Additionally, Summer likes to lunge her horses once per week just to monitor how they are moving. So far this protocol has worked well for her two mares, Tulsa and Jolene, who are 15 and 16, respectively.

Equine Management

Outside of performing, how you manage the older performance horse on a day-to-day basis can make a huge difference in their overall well-being. 

For example, giving them as much turnout time as possible will provide them with the most benefits. If your horse is a hard keeper, grass turnout can also help them to keep weight on. Another thing to keep in mind is that horses on pasture tend to be less stressed and less prone to colic and ulcers. 

One study also showed that horses with at least 12 hours of daily turnout are less prone to soft tissue injuries. 

According to veterinarian Tomas Teskey, turnout time is one of the most crucial parts of any horse’s management program, and especially for older horses. 

“After 30 years of practice, having all the medications and procedures in my bag of tricks, nothing has been as powerful a performance enhancer as providing [my horse] what she needs to feel like a horse – her friends, space to run, grass, and spending time with no agenda, no stopwatch, nowhere to go.”

If your horse must be stalled for any length of time, ensuring that they have forage to eat around the clock and can still see other horses is important for keeping stress to a minimum. Having good, soft bedding in the stall is also crucial for older horses who may be experiencing some wear and tear on their joints. 

Your Horse’ Diet

Of course, diet is also a critical component for any performance horse and there are some added considerations for those that are older. Not only do these horses need a forage-based diet that is balanced in vitamins and minerals, they may also need more and/or varied protein sources to combat sarcopenia, which is a loss of muscle mass that comes with age. 

Fortunately, this condition is largely preventable and is also reversible with proper exercise and nutrition. By providing high quality protein or the specific amino acids, lysine and threonine, you can help to both prevent and reverse sarcopenia in your horse. 

Many owners also choose to make the switch to senior feed to ensure that they’re meeting all of their older performance horse’s nutritional needs. 

Sammi Jenen, who competes in a variety of Western show events on her 23-year-old mare, Lakota, feeds a commercial grain that she soaks first. This makes it easier for Lakota to chew, which is important for many senior horses since they often have some dental limitations. 

Because so many older performance horses are prone to osteoarthritis, supplementing with a product such as 6666 Joint Health can go a long way in supporting healthy joints and cartilage.
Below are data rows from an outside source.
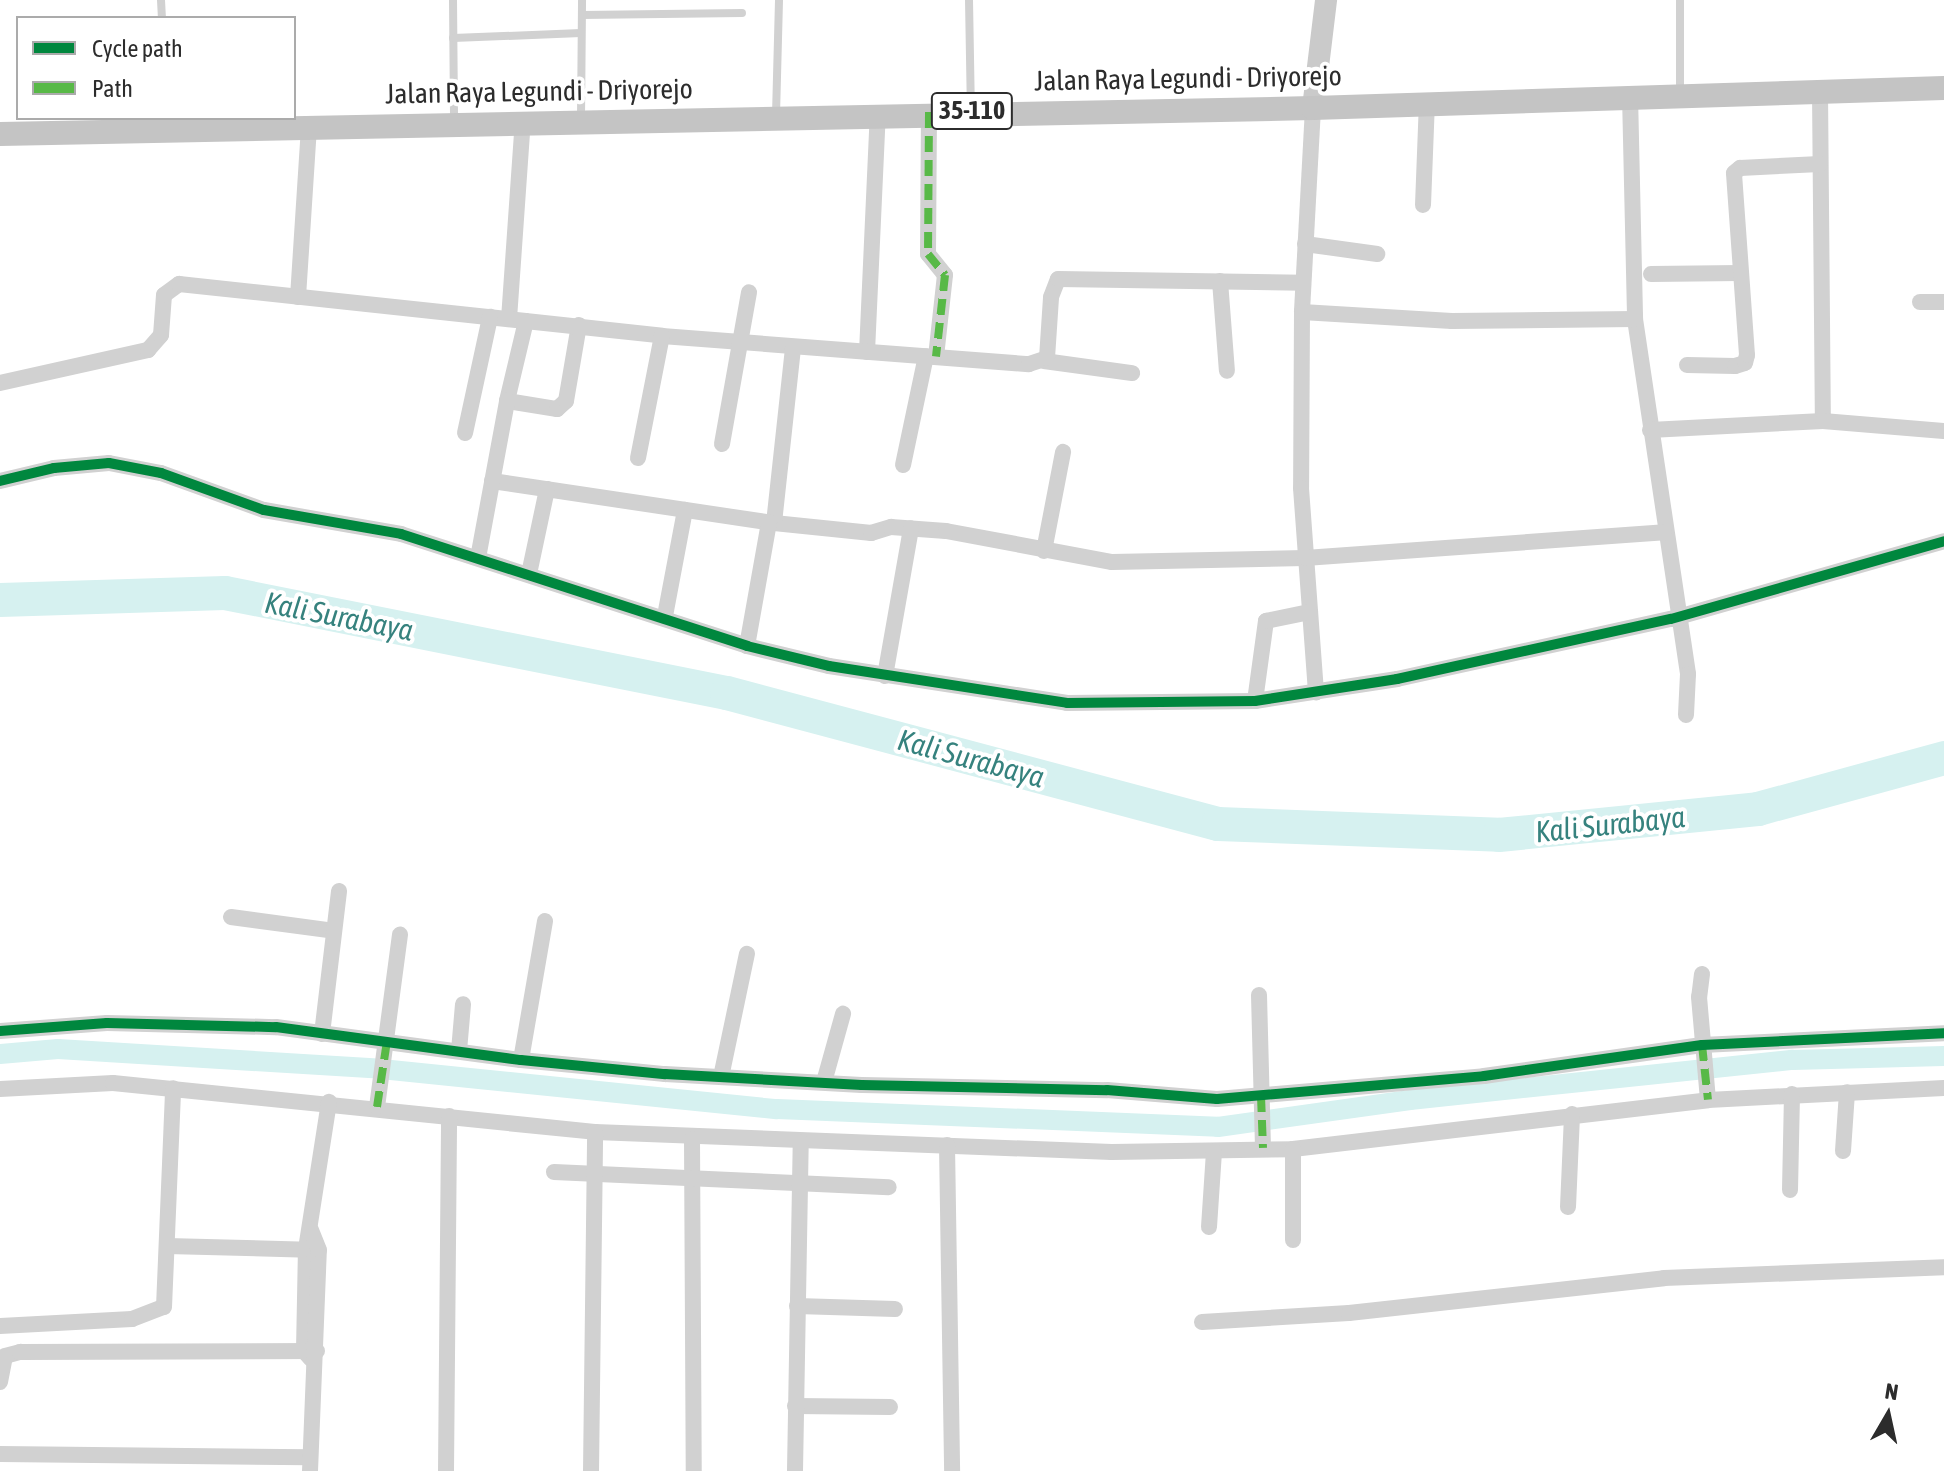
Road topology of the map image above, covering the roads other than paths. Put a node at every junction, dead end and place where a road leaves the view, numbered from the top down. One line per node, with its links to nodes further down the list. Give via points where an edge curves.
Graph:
1 (453, 0): 10 (lane)
2 (582, 0): 8 (lane)
3 (779, 0): 20 (lane)
4 (969, 0): 17 (lane)
5 (1326, 0): 16 (main road)
6 (1680, 0): 13 (lane)
7 (742, 13): 8 (lane)
8 (582, 15): 9 (lane)
9 (581, 33): 10 (lane); 21 (lane)
10 (453, 38): 23 (lane)
11 (1944, 88): 12 (main road, Jalan Raya Legundi - Driyorejo / 35-110)
12 (1820, 91): 13 (main road, Jalan Raya Legundi - Driyorejo / 35-110); 27 (street)
13 (1680, 94): 14 (main road, Jalan Raya Legundi - Driyorejo / 35-110)
14 (1630, 95): 15 (main road, Jalan Raya Legundi - Driyorejo / 35-110); 42 (street)
15 (1427, 102): 16 (main road, Jalan Raya Legundi - Driyorejo / 35-110); 28 (street)
16 (1313, 108): 17 (main road, Jalan Raya Legundi - Driyorejo / 35-110); 29 (street)
17 (971, 111): 18 (main road, Jalan Raya Legundi - Driyorejo / 35-110)
18 (929, 112): 19 (main road, Jalan Raya Legundi - Driyorejo / 35-110); 49 (street, via 928,254 945,275)
19 (878, 113): 20 (main road, Jalan Raya Legundi - Driyorejo / 35-110); 48 (street)
20 (776, 115): 21 (main road, Jalan Raya Legundi - Driyorejo / 35-110)
21 (581, 119): 22 (main road, Jalan Raya Legundi - Driyorejo / 35-110)
22 (523, 121): 23 (main road, Jalan Raya Legundi - Driyorejo / 35-110); 43 (street)
23 (454, 122): 25 (main road, Jalan Raya Legundi - Driyorejo / 35-110)
24 (168, 124): 25 (main road, Jalan Raya Legundi - Driyorejo / 35-110); 26 (main road, Jalan Raya Legundi - Driyorejo / 35-110)
25 (309, 128): 36 (street)
26 (0, 134)
27 (1820, 164): 31 (street, via 1740,168 1734,173); 56 (street)
28 (1423, 205)
29 (1305, 244): 30 (street); 34 (street)
30 (1377, 254)
31 (1740, 273): 32 (street); 51 (street, via 1745,363)
32 (1651, 274)
33 (1220, 281): 34 (street); 50 (street, via 1058,279); 52 (street)
34 (1303, 283): 40 (street)
35 (749, 292): 46 (street)
36 (298, 297): 41 (street); 54 (street, via 179,284 164,295 161,335 148,350)
37 (1920, 302): 38 (street)
38 (1944, 302): 39 (street)
39 (1944, 310)
40 (1302, 312): 42 (street, via 1452,321); 74 (street)
41 (490, 317): 43 (street); 59 (street)
42 (1635, 319): 57 (street)
43 (518, 320): 44 (street); 55 (street)
44 (579, 325): 45 (street); 55 (street, via 562,408)
45 (662, 336): 46 (street); 62 (street)
46 (743, 343): 47 (street); 60 (street)
47 (793, 348): 48 (street); 68 (street)
48 (867, 352): 49 (street)
49 (931, 356): 50 (street); 63 (street)
50 (1044, 361): 53 (street)
51 (1687, 365)
52 (1227, 371)
53 (1132, 373)
54 (0, 383)
55 (507, 401): 65 (street)
56 (1823, 421): 57 (street); 58 (street)
57 (1650, 430): 70 (street)
58 (1944, 431)
59 (465, 433)
60 (722, 444)
61 (1063, 452): 72 (street)
62 (638, 458)
63 (903, 465)
64 (0, 481): 73 (street, via 54,468 109,463 161,473 264,510 401,534)
65 (492, 481): 66 (street); 73 (street)
66 (547, 489): 67 (street); 75 (street)
67 (685, 510): 68 (street); 77 (street)
68 (771, 522): 69 (street, via 871,533); 79 (street)
69 (911, 528): 72 (street); 80 (street)
70 (1664, 532): 74 (street); 78 (street)
71 (1944, 541): 78 (street)
72 (1044, 551): 74 (street, via 1112,562)
73 (478, 558): 75 (street)
74 (1305, 558): 76 (street)
75 (529, 574): 77 (street)
76 (1310, 612): 81 (street); 82 (street, via 1266,621)
77 (665, 616): 79 (street)
78 (1676, 618): 81 (street); 83 (street, via 1688,674)
79 (747, 646): 80 (street)
80 (885, 676): 82 (street, via 1067,703)
81 (1316, 692): 82 (street)
82 (1255, 701)
83 (1686, 715)
84 (339, 891): 87 (street)
85 (231, 917): 87 (street)
86 (545, 921): 100 (street)
87 (334, 931): 96 (street)
88 (400, 935): 97 (street)
89 (747, 954): 101 (street)
90 (1702, 974): 98 (street)
91 (1259, 995): 108 (street)
92 (463, 1004): 99 (street)
93 (843, 1014): 102 (street)
94 (0, 1031): 96 (street, via 107,1023 276,1027)
95 (1944, 1033): 98 (street)
96 (322, 1034): 97 (street)
97 (387, 1044): 99 (street); 111 (street)
98 (1702, 1048): 108 (street); 109 (street)
99 (459, 1051): 100 (street)
100 (521, 1060): 101 (street)
101 (721, 1077): 102 (street)
102 (824, 1082): 108 (street)
103 (173, 1088): 105 (street, via 113,1083); 110 (street); 131 (street)
104 (1944, 1088): 106 (street)
105 (0, 1089)
106 (1847, 1092): 107 (street); 121 (street)
107 (1792, 1094): 109 (street); 127 (street)
108 (1261, 1100): 117 (street)
109 (1708, 1100): 112 (street)
110 (329, 1102): 111 (street); 132 (street, via 311,1230)
111 (385, 1104): 113 (street)
112 (1572, 1114): 119 (street); 128 (street)
113 (449, 1116): 114 (street); 144 (street)
114 (595, 1132): 115 (street); 123 (street)
115 (692, 1139): 116 (street); 124 (street)
116 (801, 1142): 118 (street); 125 (street)
117 (1263, 1142): 119 (street); 120 (street)
118 (947, 1145): 120 (street); 148 (street)
119 (1293, 1149): 130 (street)
120 (1214, 1151): 129 (street)
121 (1843, 1151)
122 (554, 1172): 123 (street)
123 (594, 1175): 124 (street); 145 (street)
124 (692, 1178): 125 (street); 146 (street)
125 (800, 1182): 126 (street); 134 (street)
126 (889, 1187)
127 (1790, 1190)
128 (1568, 1207)
129 (1209, 1227)
130 (1293, 1240)
131 (167, 1246): 132 (street); 137 (street, via 165,1300 159,1313)
132 (313, 1249): 138 (street)
133 (1944, 1267): 136 (street, via 1664,1278 1364,1312)
134 (797, 1306): 135 (street); 140 (street)
135 (895, 1309)
136 (1202, 1322)
137 (0, 1326)
138 (311, 1354): 139 (street, via 20,1352 5,1356); 143 (street)
139 (0, 1382)
140 (795, 1406): 141 (street); 147 (street)
141 (890, 1407)
142 (0, 1454): 143 (street)
143 (310, 1464)
144 (446, 1471)
145 (591, 1471)
146 (694, 1471)
147 (795, 1471)
148 (952, 1471)

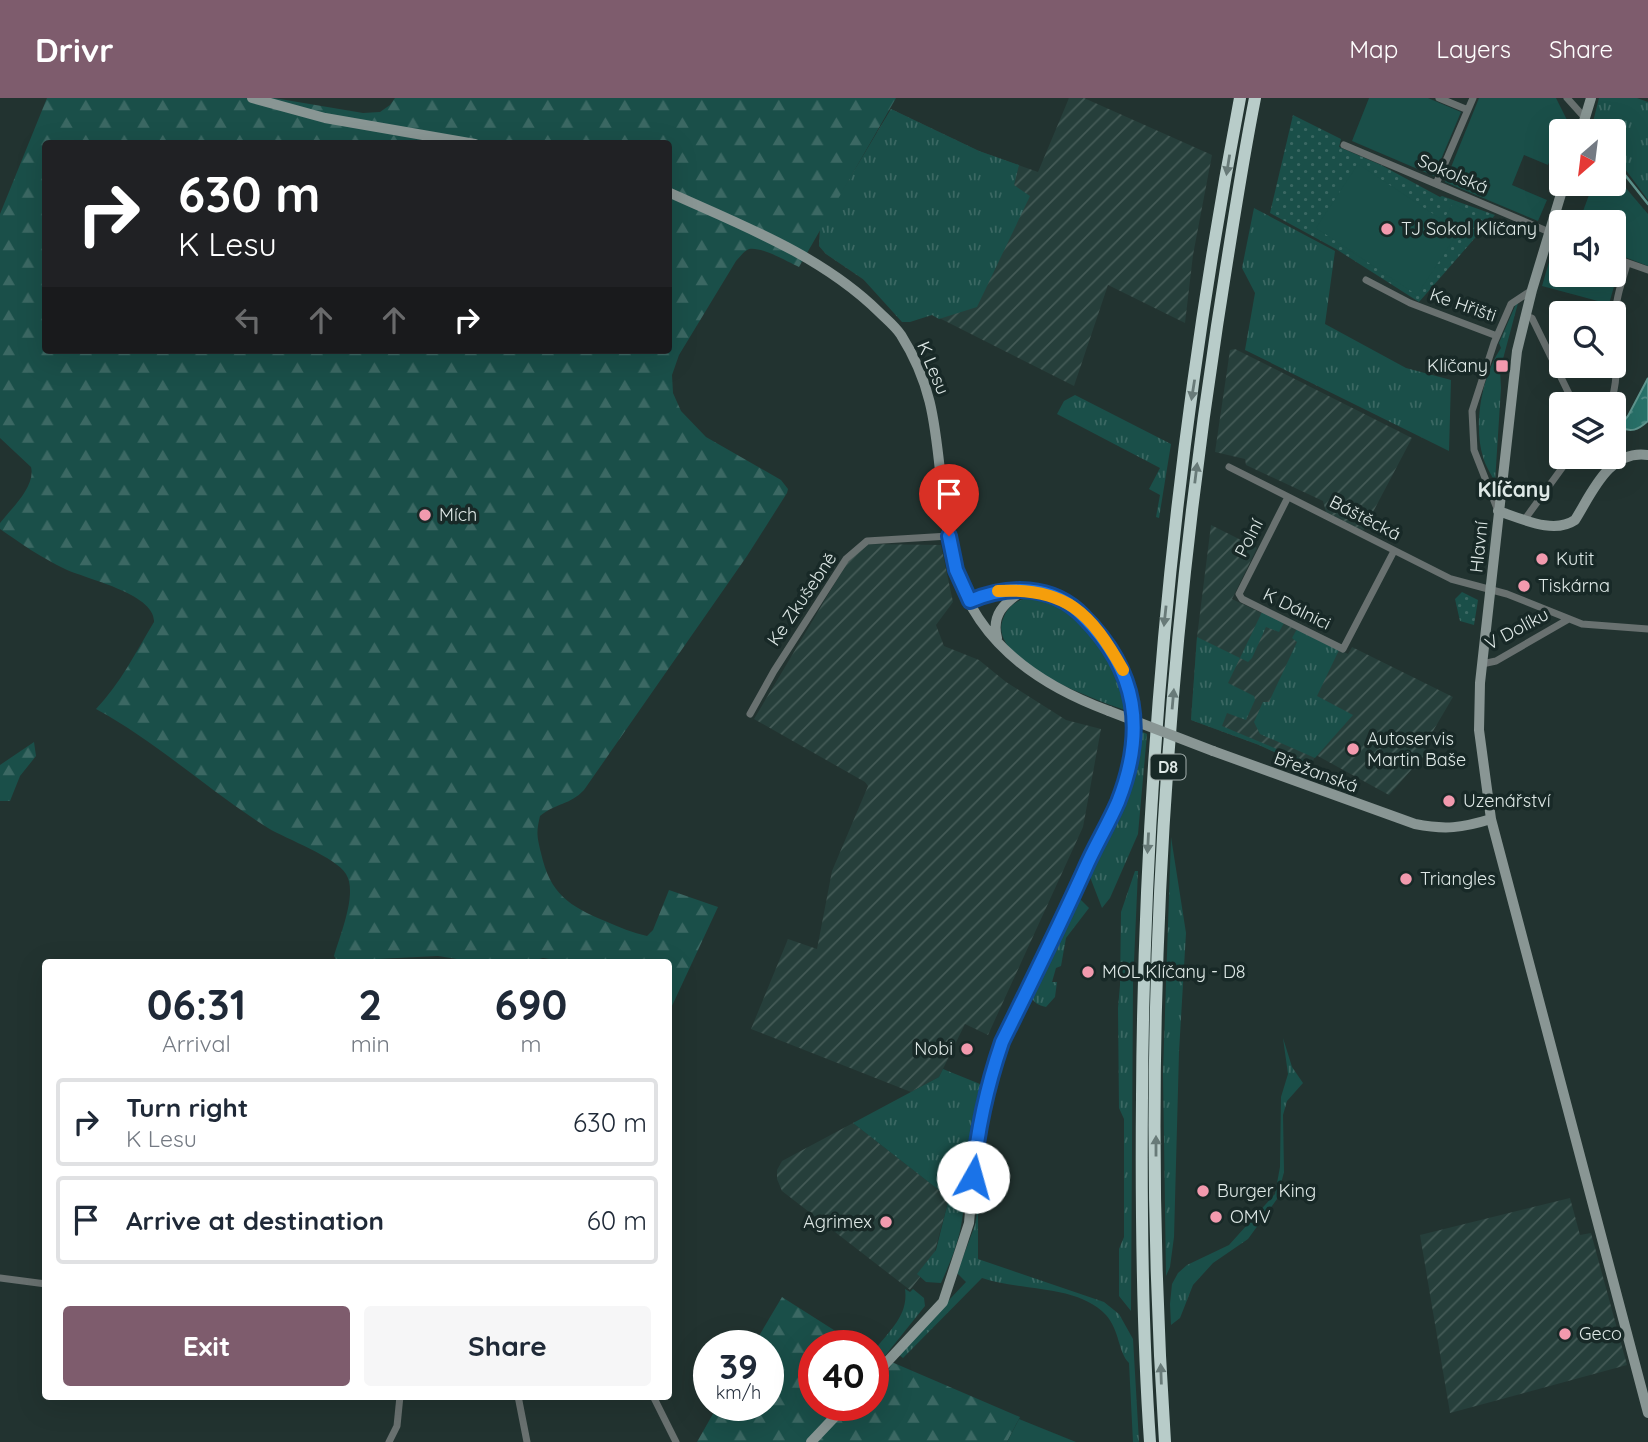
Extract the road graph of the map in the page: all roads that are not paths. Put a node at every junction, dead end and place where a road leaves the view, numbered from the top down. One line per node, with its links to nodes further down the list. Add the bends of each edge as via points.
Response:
1 (252, 98): 10 (street, via 325,118)
2 (1240, 98): 55 (highway, D8, one-way to 55, via 1187,430 1153,759 1142,987 1141,1161)
3 (1255, 98): 56 (highway, D8, one-way to 3, via 1157,1279 1156,1028 1168,759 1201,432)
4 (1439, 98): 8 (street)
5 (1473, 98): 8 (street)
6 (1567, 98): 9 (street)
7 (1591, 98): 9 (street)
8 (1468, 110): 12 (street)
9 (1585, 118)
10 (452, 140)
11 (1345, 145): 12 (street, Sokolská)
12 (1436, 184): 14 (street, Sokolská)
13 (672, 194): 31 (street, K Lesu, via 830,272 899,332 919,367 934,414)
14 (1549, 232): 18 (street, Hlavní)
15 (1628, 264): 16 (street); 19 (street)
16 (1648, 270)
17 (1366, 280): 21 (street, Ke Hřišti, via 1410,303)
18 (1532, 290): 20 (street, Hlavní); 21 (street, Ke Hřišti, via 1511,304)
19 (1617, 301)
20 (1525, 316): 22 (street, via 1532,318); 29 (street, Hlavní, via 1512,382)
21 (1497, 336): 29 (street, via 1472,411 1474,450)
22 (1549, 353)
23 (1648, 455): 24 (street)
24 (1626, 456)
25 (1229, 467): 28 (street, Báštěcká)
26 (1561, 469): 30 (street)
27 (1607, 469): 30 (street, via 1567,526)
28 (1287, 497): 32 (street, Báštěcká); 35 (street, Polní)
29 (1498, 510): 30 (street); 34 (street, Hlavní)
30 (1525, 519)
31 (949, 536): 36 (street, K Lesu, via 956,570); 41 (street, Ke Zkušebně, via 867,541 846,559)
32 (1394, 551): 34 (street, Báštěcká, via 1451,579); 35 (street, K Dálnici, via 1343,649)
33 (1024, 590): 36 (street, via 992,592); 39 (street, via 1004,603 997,615); 45 (street, via 1073,605 1108,643 1125,674 1132,710 1132,757 1118,802 1002,1042 989,1079 975,1154 969,1223 943,1302)
34 (1490, 590): 37 (street, Báštěcká); 40 (street, Hlavní)
35 (1239, 594)
36 (970, 601): 39 (street, Břežanská)
37 (1567, 620): 38 (street, Báštěcká); 40 (street, V Dolíku, via 1496,661)
38 (1648, 629)
39 (998, 642): 42 (street, Břežanská, bridge, via 1027,670 1073,698 1415,824 1464,827)
40 (1482, 664): 42 (street, Hlavní, via 1478,722)
41 (750, 714)
42 (1492, 819): 49 (street, Hlavní)
43 (0, 1278): 44 (street)
44 (42, 1283)
45 (889, 1360)
46 (400, 1400): 51 (street, via 397,1426)
47 (519, 1400): 52 (street)
48 (655, 1400): 53 (street)
49 (1648, 1413)
50 (831, 1421): 54 (street)
51 (389, 1442)
52 (527, 1442)
53 (676, 1442)
54 (811, 1442)
55 (1150, 1442)
56 (1165, 1442)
Containing glucosamine, chondroitin, boswellia, hyaluronic acid, and cetyl M, as well as several joint supportive minerals and a postbiotic, this product was specifically created to support joint function in working and performance horses. It is also both race and show safe.

The Importance of Having a Great Horse Care Team

Finally, having and utilizing a great care team can be so important in keeping older performance horses going. This includes your veterinarian, farrier, and possibly other equine professionals such as a chiropractor, acupuncturist, massage therapist, etc. 

Summer has annual exams for Tulsa and Jolene and has her vet do joint x-rays at certain intervals in order to keep an eye on things. She also has chiropractic work and acupuncture done on her mares as needed. 

“I see a huge benefit with PEMF [pulsed electromagnetic field] sessions and having an equine body masseuse check them over in the thick of performance season,” said Summer. 

All owners should keep in mind that performance horses are athletes and will therefore benefit by being treated as such – with appropriate preventive and routine care with the goal of keeping them sound and happy.